The material below should be copied line for line, please, with pictures omitted.

══════════════════════════════

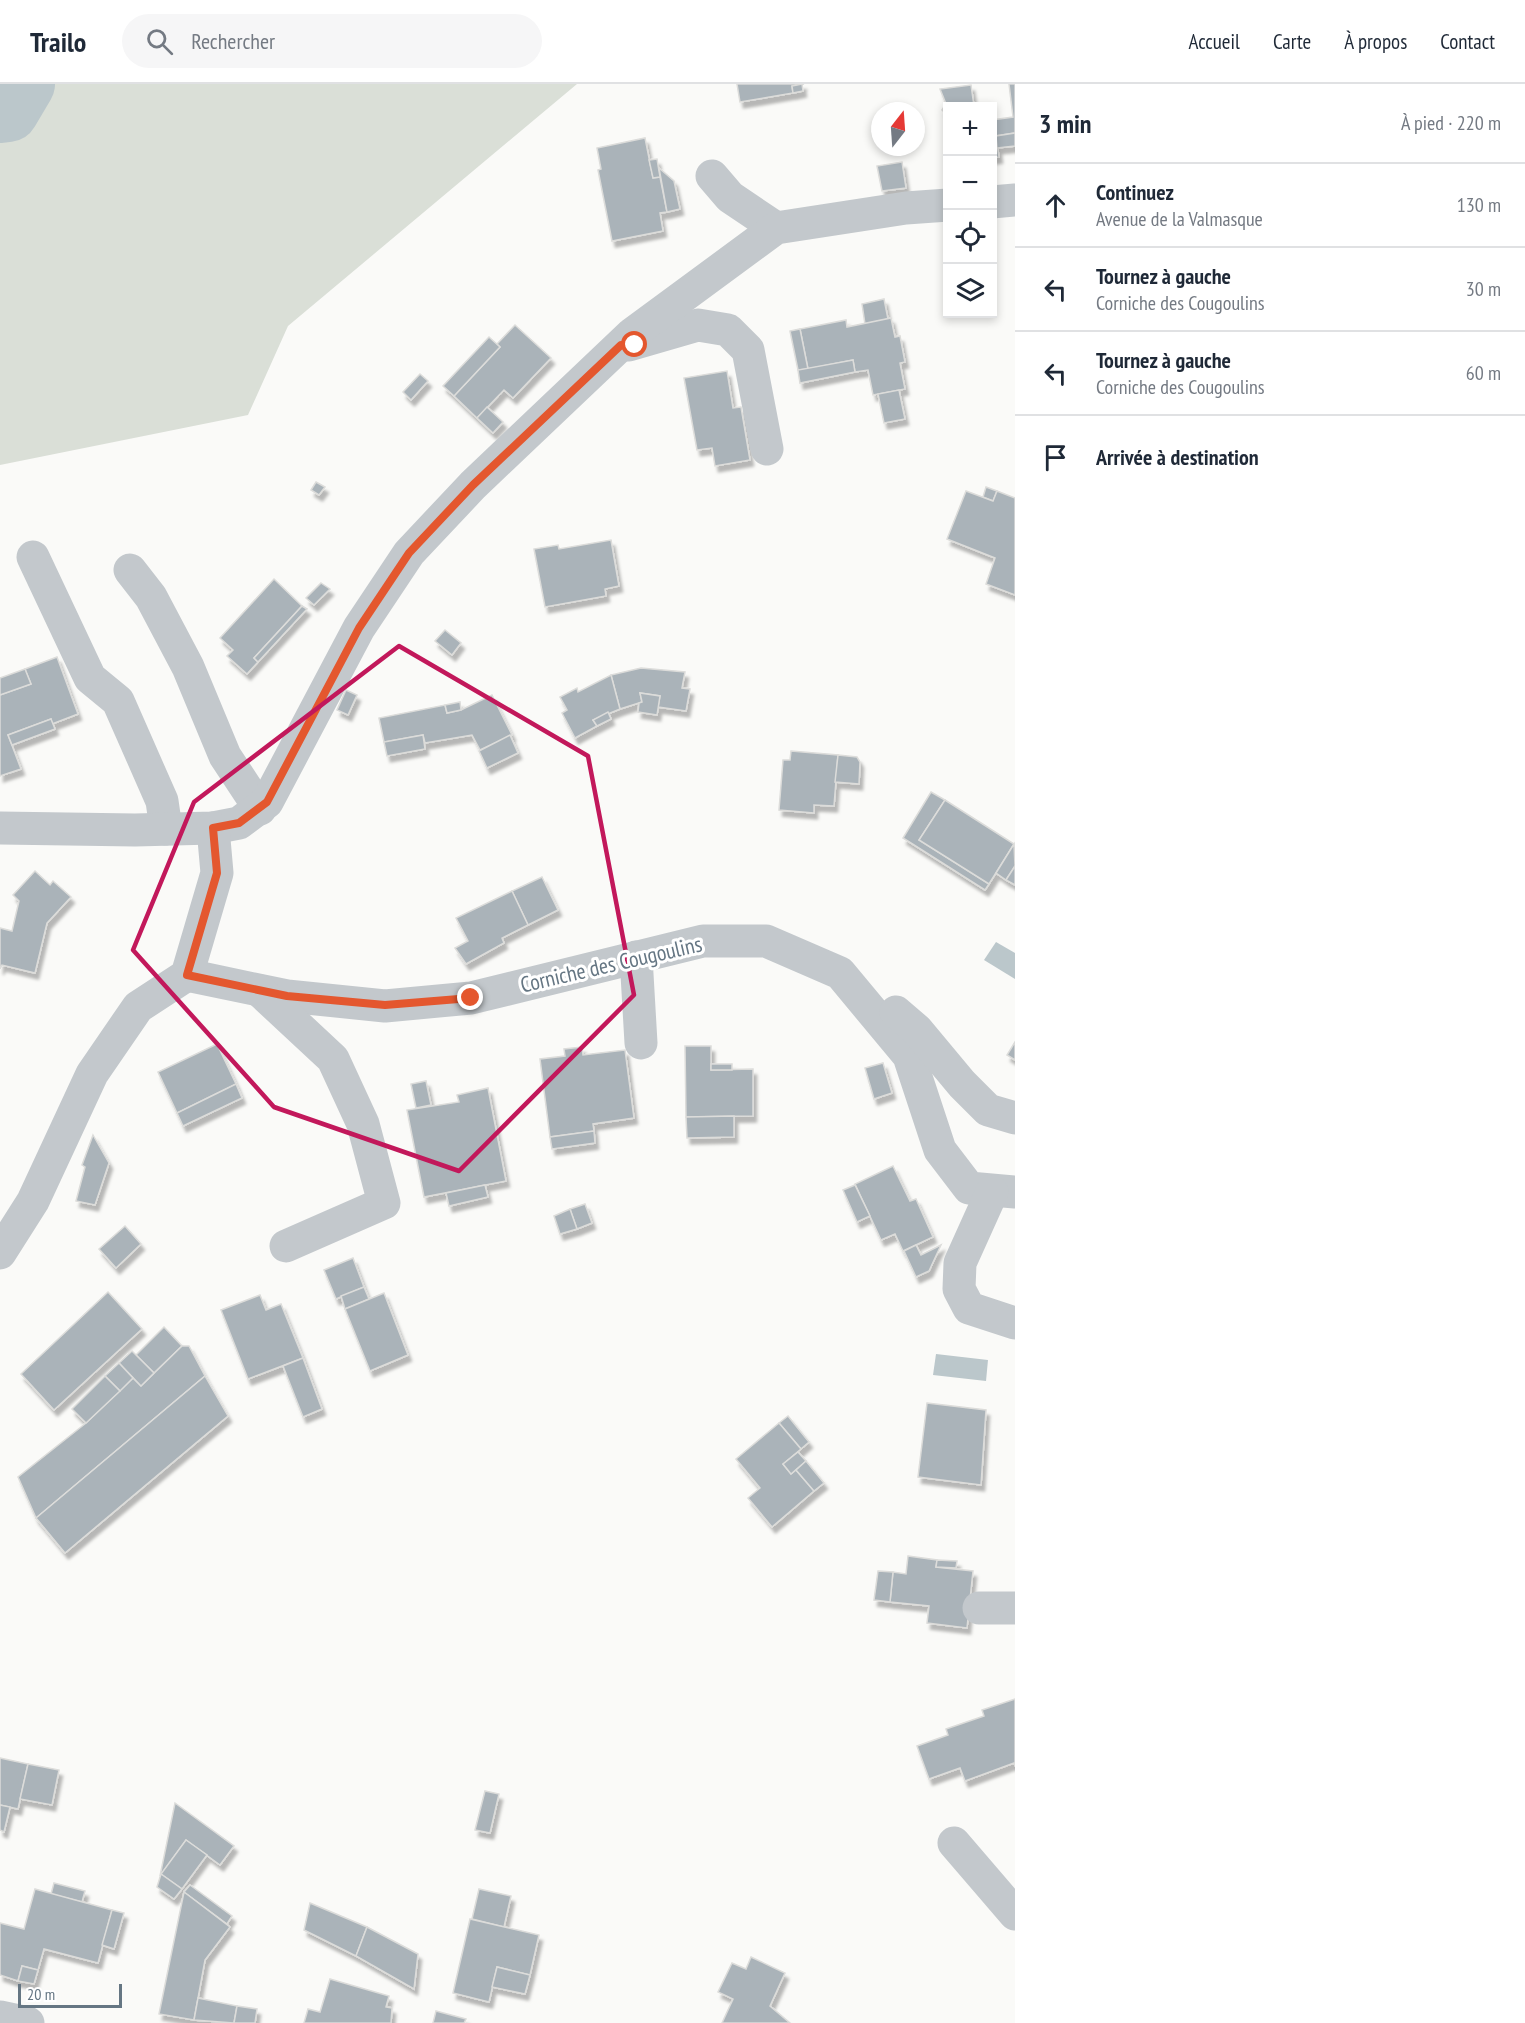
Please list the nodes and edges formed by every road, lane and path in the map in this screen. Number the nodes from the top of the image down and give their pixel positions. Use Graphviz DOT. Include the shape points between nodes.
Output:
graph roads {
  1 [pos="712,176"];
  2 [pos="1015,200"];
  3 [pos="997,202"];
  4 [pos="943,205"];
  5 [pos="776,228"];
  6 [pos="621,345"];
  7 [pos="767,449"];
  8 [pos="33,557"];
  9 [pos="130,570"];
  10 [pos="260,809"];
  11 [pos="0,828"];
  12 [pos="213,828"];
  13 [pos="166,829"];
  14 [pos="636,957"];
  15 [pos="187,975"];
  16 [pos="851,986"];
  17 [pos="260,991"];
  18 [pos="641,1044"];
  19 [pos="1015,1118"];
  20 [pos="1004,1192"];
  21 [pos="286,1246"];
  22 [pos="0,1253"];
  23 [pos="1015,1323"];
  24 [pos="979,1608"];
  25 [pos="1015,1608"];
  26 [pos="954,1843"];
  27 [pos="1015,1914"];
  28 [pos="0,2017"];
  29 [pos="28,2023"];
  1 -- 5 [label="street" via="730,197"];
  2 -- 3 [label="street"];
  4 -- 5 [label="street"];
  5 -- 6 [label="street"];
  6 -- 7 [label="street" via="635,345 698,325 728,330 748,350"];
  6 -- 10 [label="street" via="473,485 409,553 359,628"];
  8 -- 13 [label="street" via="90,678 118,701 162,801"];
  9 -- 10 [label="street" via="151,597 188,667 225,756"];
  10 -- 12 [label="street" via="239,823"];
  11 -- 13 [label="street"];
  12 -- 13 [label="street"];
  12 -- 15 [label="street" via="217,873"];
  14 -- 16 [label="street, Corniche des Cougoulins" via="703,941 766,941 840,973"];
  14 -- 17 [label="street, Corniche des Cougoulins" via="471,998 396,1005"];
  14 -- 18 [label="street"];
  15 -- 17 [label="street, Corniche des Cougoulins"];
  15 -- 22 [label="street" via="138,1007 92,1074 33,1201"];
  16 -- 19 [label="street" via="880,999 917,1030 988,1110"];
  16 -- 20 [label="street, Corniche des Cougoulins" via="909,1056 940,1150 969,1188"];
  17 -- 21 [label="street" via="333,1059 363,1124 384,1203"];
  20 -- 23 [label="street" via="960,1263 958,1289 969,1308"];
  24 -- 25 [label="street"];
  26 -- 27 [label="street"];
  28 -- 29 [label="street"];
}
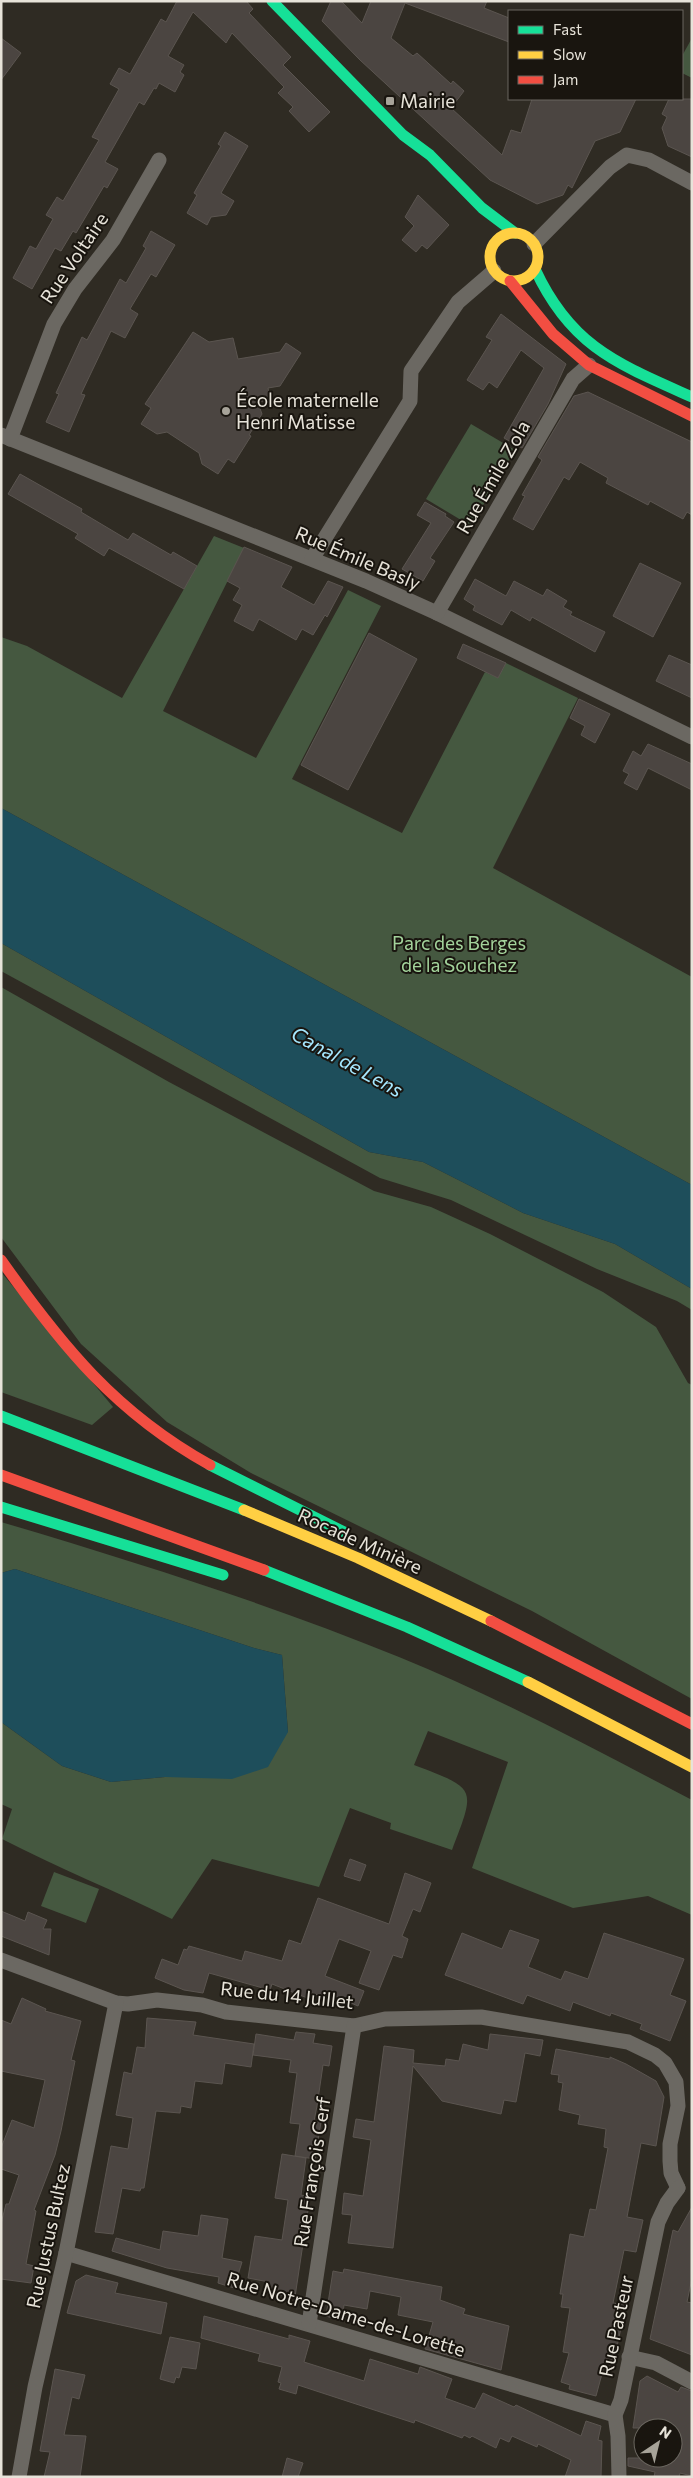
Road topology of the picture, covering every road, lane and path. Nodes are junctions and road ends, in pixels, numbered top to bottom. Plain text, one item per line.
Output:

══════════════════════════════

**COMPLETED TASK:**
Please list the nodes and edges formed by every road, lane and path in the map in this screen. Number the nodes from the top of the image down and give their pixel positions. Use Graphviz DOT. Include the shape points between nodes.
Output:
graph roads {
  1 [pos="712,176"];
  2 [pos="1015,200"];
  3 [pos="997,202"];
  4 [pos="943,205"];
  5 [pos="776,228"];
  6 [pos="621,345"];
  7 [pos="767,449"];
  8 [pos="33,557"];
  9 [pos="130,570"];
  10 [pos="260,809"];
  11 [pos="0,828"];
  12 [pos="213,828"];
  13 [pos="166,829"];
  14 [pos="636,957"];
  15 [pos="187,975"];
  16 [pos="851,986"];
  17 [pos="260,991"];
  18 [pos="641,1044"];
  19 [pos="1015,1118"];
  20 [pos="1004,1192"];
  21 [pos="286,1246"];
  22 [pos="0,1253"];
  23 [pos="1015,1323"];
  24 [pos="979,1608"];
  25 [pos="1015,1608"];
  26 [pos="954,1843"];
  27 [pos="1015,1914"];
  28 [pos="0,2017"];
  29 [pos="28,2023"];
  1 -- 5 [label="street" via="730,197"];
  2 -- 3 [label="street"];
  4 -- 5 [label="street"];
  5 -- 6 [label="street"];
  6 -- 7 [label="street" via="635,345 698,325 728,330 748,350"];
  6 -- 10 [label="street" via="473,485 409,553 359,628"];
  8 -- 13 [label="street" via="90,678 118,701 162,801"];
  9 -- 10 [label="street" via="151,597 188,667 225,756"];
  10 -- 12 [label="street" via="239,823"];
  11 -- 13 [label="street"];
  12 -- 13 [label="street"];
  12 -- 15 [label="street" via="217,873"];
  14 -- 16 [label="street, Corniche des Cougoulins" via="703,941 766,941 840,973"];
  14 -- 17 [label="street, Corniche des Cougoulins" via="471,998 396,1005"];
  14 -- 18 [label="street"];
  15 -- 17 [label="street, Corniche des Cougoulins"];
  15 -- 22 [label="street" via="138,1007 92,1074 33,1201"];
  16 -- 19 [label="street" via="880,999 917,1030 988,1110"];
  16 -- 20 [label="street, Corniche des Cougoulins" via="909,1056 940,1150 969,1188"];
  17 -- 21 [label="street" via="333,1059 363,1124 384,1203"];
  20 -- 23 [label="street" via="960,1263 958,1289 969,1308"];
  24 -- 25 [label="street"];
  26 -- 27 [label="street"];
  28 -- 29 [label="street"];
}
Road topology of the picture, covering every road, lane and path. Nodes are junctions and road ends, in pixels, numbered top to bottom. Plain text, one item per line.
Output:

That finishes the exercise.